--- Records for the task ---

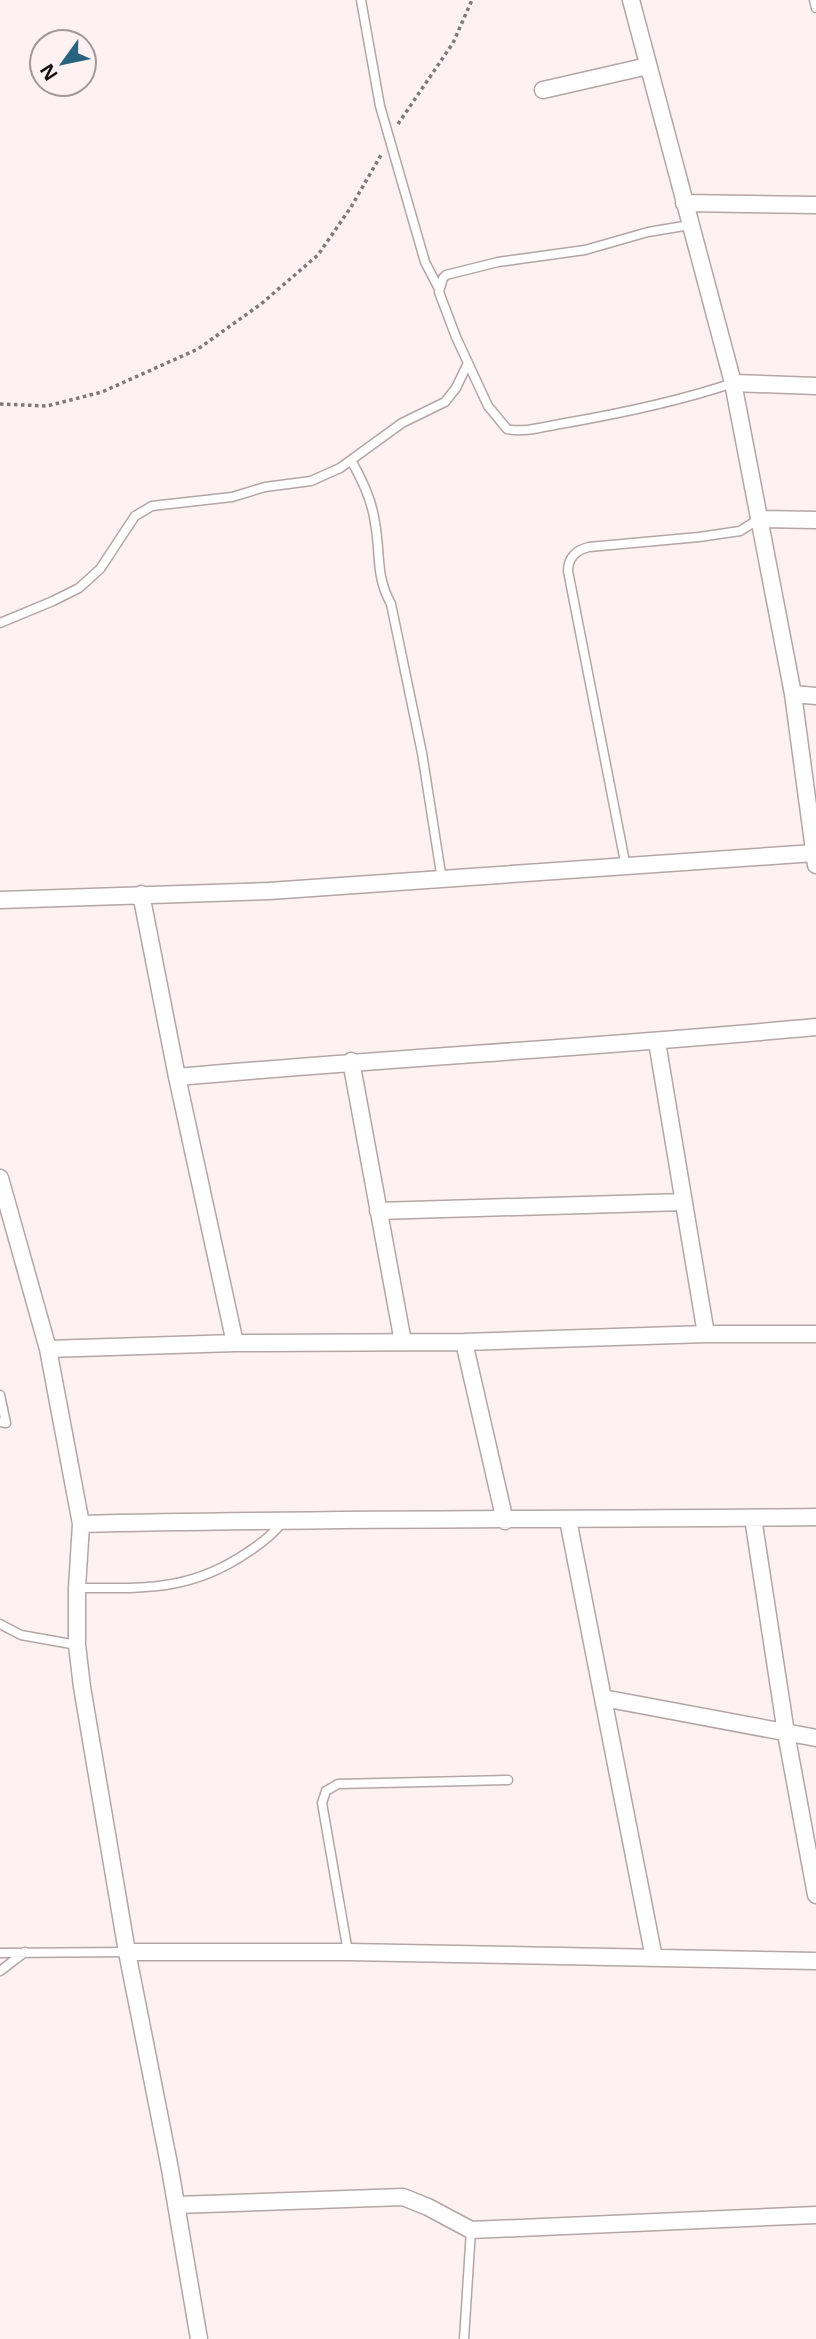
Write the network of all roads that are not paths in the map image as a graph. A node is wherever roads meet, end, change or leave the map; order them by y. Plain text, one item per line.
1 (361, 0) edge
2 (631, 0) edge
3 (814, 0) edge
4 (816, 8) edge
5 (648, 66) junction
6 (543, 90) dead end
7 (684, 203) junction
8 (816, 205) edge
9 (690, 225) junction
10 (438, 287) junction
11 (468, 363) junction
12 (733, 383) junction
13 (816, 386) edge
14 (351, 460) junction
15 (760, 519) junction
16 (816, 520) edge
17 (0, 623) edge
18 (793, 694) junction
19 (816, 696) edge
20 (815, 859) edge
21 (626, 867) junction
22 (442, 880) junction
23 (141, 894) junction
24 (0, 900) edge
25 (816, 1027) edge
26 (657, 1042) junction
27 (351, 1061) junction
28 (177, 1077) junction
29 (0, 1178) edge
30 (684, 1202) junction
31 (378, 1211) junction
32 (706, 1334) junction
33 (816, 1334) edge
34 (403, 1342) junction
35 (464, 1342) junction
36 (235, 1343) junction
37 (48, 1349) junction
38 (0, 1395) edge
39 (0, 1422) edge
40 (816, 1517) edge
41 (753, 1518) junction
42 (284, 1519) junction
43 (568, 1520) junction
44 (505, 1521) junction
45 (81, 1524) junction
46 (76, 1588) junction
47 (0, 1624) edge
48 (77, 1645) junction
49 (603, 1698) junction
50 (786, 1733) junction
51 (816, 1738) edge
52 (508, 1780) dead end
53 (816, 1895) edge
54 (24, 1952) junction
55 (127, 1952) junction
56 (348, 1952) junction
57 (0, 1953) edge
58 (654, 1958) junction
59 (816, 1961) edge
60 (0, 1971) edge
61 (176, 2204) junction
62 (816, 2215) edge
63 (471, 2230) junction
64 (199, 2339) edge
65 (464, 2339) edge

1 - 10 lane
2 - 5 street
3 - 4 lane
5 - 6 street
5 - 7 street
7 - 8 street
7 - 9 street
9 - 10 lane
9 - 12 street
10 - 11 lane
11 - 12 lane
11 - 14 lane
12 - 13 street
12 - 15 street
14 - 17 lane
14 - 22 lane
15 - 16 street
15 - 18 street
15 - 21 lane
18 - 19 street
18 - 20 street
20 - 21 street
21 - 22 street
22 - 23 street
23 - 24 street
23 - 28 street
25 - 26 street
26 - 27 street
26 - 30 street
27 - 28 street
27 - 31 street
28 - 36 street
29 - 37 street
30 - 31 street
30 - 32 street
31 - 34 street
32 - 33 street
32 - 35 street
34 - 35 street
34 - 36 street
35 - 44 street
36 - 37 street
37 - 45 street
38 - 39 lane
40 - 41 street
41 - 43 street
41 - 50 street
42 - 44 street
42 - 45 street
42 - 46 lane
43 - 44 street
43 - 49 street
45 - 46 street
46 - 48 street
47 - 48 lane
48 - 55 street
49 - 50 street
49 - 58 street
50 - 51 street
50 - 53 street
52 - 56 lane
54 - 55 lane
54 - 57 lane
54 - 60 lane
55 - 56 street
55 - 61 street
56 - 58 street
58 - 59 street
61 - 63 street
61 - 64 street
62 - 63 street
63 - 65 lane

---

### Exercise details
Each record above should be returned unchanged, except that the pictures are dropped.

### Solution to the exercise
Write the network of all roads that are not paths in the map image as a graph. A node is wherever roads meet, end, change or leave the map; order them by y. Plain text, one item per line.
1 (361, 0) edge
2 (631, 0) edge
3 (814, 0) edge
4 (816, 8) edge
5 (648, 66) junction
6 (543, 90) dead end
7 (684, 203) junction
8 (816, 205) edge
9 (690, 225) junction
10 (438, 287) junction
11 (468, 363) junction
12 (733, 383) junction
13 (816, 386) edge
14 (351, 460) junction
15 (760, 519) junction
16 (816, 520) edge
17 (0, 623) edge
18 (793, 694) junction
19 (816, 696) edge
20 (815, 859) edge
21 (626, 867) junction
22 (442, 880) junction
23 (141, 894) junction
24 (0, 900) edge
25 (816, 1027) edge
26 (657, 1042) junction
27 (351, 1061) junction
28 (177, 1077) junction
29 (0, 1178) edge
30 (684, 1202) junction
31 (378, 1211) junction
32 (706, 1334) junction
33 (816, 1334) edge
34 (403, 1342) junction
35 (464, 1342) junction
36 (235, 1343) junction
37 (48, 1349) junction
38 (0, 1395) edge
39 (0, 1422) edge
40 (816, 1517) edge
41 (753, 1518) junction
42 (284, 1519) junction
43 (568, 1520) junction
44 (505, 1521) junction
45 (81, 1524) junction
46 (76, 1588) junction
47 (0, 1624) edge
48 (77, 1645) junction
49 (603, 1698) junction
50 (786, 1733) junction
51 (816, 1738) edge
52 (508, 1780) dead end
53 (816, 1895) edge
54 (24, 1952) junction
55 (127, 1952) junction
56 (348, 1952) junction
57 (0, 1953) edge
58 (654, 1958) junction
59 (816, 1961) edge
60 (0, 1971) edge
61 (176, 2204) junction
62 (816, 2215) edge
63 (471, 2230) junction
64 (199, 2339) edge
65 (464, 2339) edge

1 - 10 lane
2 - 5 street
3 - 4 lane
5 - 6 street
5 - 7 street
7 - 8 street
7 - 9 street
9 - 10 lane
9 - 12 street
10 - 11 lane
11 - 12 lane
11 - 14 lane
12 - 13 street
12 - 15 street
14 - 17 lane
14 - 22 lane
15 - 16 street
15 - 18 street
15 - 21 lane
18 - 19 street
18 - 20 street
20 - 21 street
21 - 22 street
22 - 23 street
23 - 24 street
23 - 28 street
25 - 26 street
26 - 27 street
26 - 30 street
27 - 28 street
27 - 31 street
28 - 36 street
29 - 37 street
30 - 31 street
30 - 32 street
31 - 34 street
32 - 33 street
32 - 35 street
34 - 35 street
34 - 36 street
35 - 44 street
36 - 37 street
37 - 45 street
38 - 39 lane
40 - 41 street
41 - 43 street
41 - 50 street
42 - 44 street
42 - 45 street
42 - 46 lane
43 - 44 street
43 - 49 street
45 - 46 street
46 - 48 street
47 - 48 lane
48 - 55 street
49 - 50 street
49 - 58 street
50 - 51 street
50 - 53 street
52 - 56 lane
54 - 55 lane
54 - 57 lane
54 - 60 lane
55 - 56 street
55 - 61 street
56 - 58 street
58 - 59 street
61 - 63 street
61 - 64 street
62 - 63 street
63 - 65 lane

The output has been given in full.